Work instructions »
Reproduce the listing that follows so that each line matches the original exactly.

[Available data — start]

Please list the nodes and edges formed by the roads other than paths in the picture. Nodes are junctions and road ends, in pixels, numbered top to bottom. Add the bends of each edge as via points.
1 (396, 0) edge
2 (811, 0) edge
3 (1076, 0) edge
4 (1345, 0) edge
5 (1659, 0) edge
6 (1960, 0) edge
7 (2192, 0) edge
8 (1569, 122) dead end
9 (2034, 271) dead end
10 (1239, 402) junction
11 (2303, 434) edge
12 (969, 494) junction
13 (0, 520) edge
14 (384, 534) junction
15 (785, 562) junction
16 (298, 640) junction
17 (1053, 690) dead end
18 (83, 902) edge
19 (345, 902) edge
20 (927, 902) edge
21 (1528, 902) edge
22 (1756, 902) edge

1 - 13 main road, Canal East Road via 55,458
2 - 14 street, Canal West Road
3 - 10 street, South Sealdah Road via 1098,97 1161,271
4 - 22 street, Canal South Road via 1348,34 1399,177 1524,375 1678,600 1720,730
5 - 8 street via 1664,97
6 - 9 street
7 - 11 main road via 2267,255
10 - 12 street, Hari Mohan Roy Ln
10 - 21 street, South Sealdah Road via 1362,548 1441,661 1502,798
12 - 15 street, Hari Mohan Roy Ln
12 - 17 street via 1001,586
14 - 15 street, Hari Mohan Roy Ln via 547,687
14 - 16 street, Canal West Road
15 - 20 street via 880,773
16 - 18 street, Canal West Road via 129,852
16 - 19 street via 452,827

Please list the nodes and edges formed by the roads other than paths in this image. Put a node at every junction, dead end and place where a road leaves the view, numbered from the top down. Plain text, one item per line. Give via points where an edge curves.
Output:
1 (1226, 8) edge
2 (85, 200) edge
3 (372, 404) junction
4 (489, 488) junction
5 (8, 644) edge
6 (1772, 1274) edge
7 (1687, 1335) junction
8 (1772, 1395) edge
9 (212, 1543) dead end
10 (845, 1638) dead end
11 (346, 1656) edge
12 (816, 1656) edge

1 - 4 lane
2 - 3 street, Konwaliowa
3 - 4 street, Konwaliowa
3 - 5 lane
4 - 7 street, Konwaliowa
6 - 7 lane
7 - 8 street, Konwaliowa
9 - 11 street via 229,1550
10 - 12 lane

[Available data — finish]

Expected answer »
Please list the nodes and edges formed by the roads other than paths in the picture. Nodes are junctions and road ends, in pixels, numbered top to bottom. Add the bends of each edge as via points.
1 (396, 0) edge
2 (811, 0) edge
3 (1076, 0) edge
4 (1345, 0) edge
5 (1659, 0) edge
6 (1960, 0) edge
7 (2192, 0) edge
8 (1569, 122) dead end
9 (2034, 271) dead end
10 (1239, 402) junction
11 (2303, 434) edge
12 (969, 494) junction
13 (0, 520) edge
14 (384, 534) junction
15 (785, 562) junction
16 (298, 640) junction
17 (1053, 690) dead end
18 (83, 902) edge
19 (345, 902) edge
20 (927, 902) edge
21 (1528, 902) edge
22 (1756, 902) edge

1 - 13 main road, Canal East Road via 55,458
2 - 14 street, Canal West Road
3 - 10 street, South Sealdah Road via 1098,97 1161,271
4 - 22 street, Canal South Road via 1348,34 1399,177 1524,375 1678,600 1720,730
5 - 8 street via 1664,97
6 - 9 street
7 - 11 main road via 2267,255
10 - 12 street, Hari Mohan Roy Ln
10 - 21 street, South Sealdah Road via 1362,548 1441,661 1502,798
12 - 15 street, Hari Mohan Roy Ln
12 - 17 street via 1001,586
14 - 15 street, Hari Mohan Roy Ln via 547,687
14 - 16 street, Canal West Road
15 - 20 street via 880,773
16 - 18 street, Canal West Road via 129,852
16 - 19 street via 452,827

Please list the nodes and edges formed by the roads other than paths in this image. Put a node at every junction, dead end and place where a road leaves the view, numbered from the top down. Plain text, one item per line. Give via points where an edge curves.
Output:
1 (1226, 8) edge
2 (85, 200) edge
3 (372, 404) junction
4 (489, 488) junction
5 (8, 644) edge
6 (1772, 1274) edge
7 (1687, 1335) junction
8 (1772, 1395) edge
9 (212, 1543) dead end
10 (845, 1638) dead end
11 (346, 1656) edge
12 (816, 1656) edge

1 - 4 lane
2 - 3 street, Konwaliowa
3 - 4 street, Konwaliowa
3 - 5 lane
4 - 7 street, Konwaliowa
6 - 7 lane
7 - 8 street, Konwaliowa
9 - 11 street via 229,1550
10 - 12 lane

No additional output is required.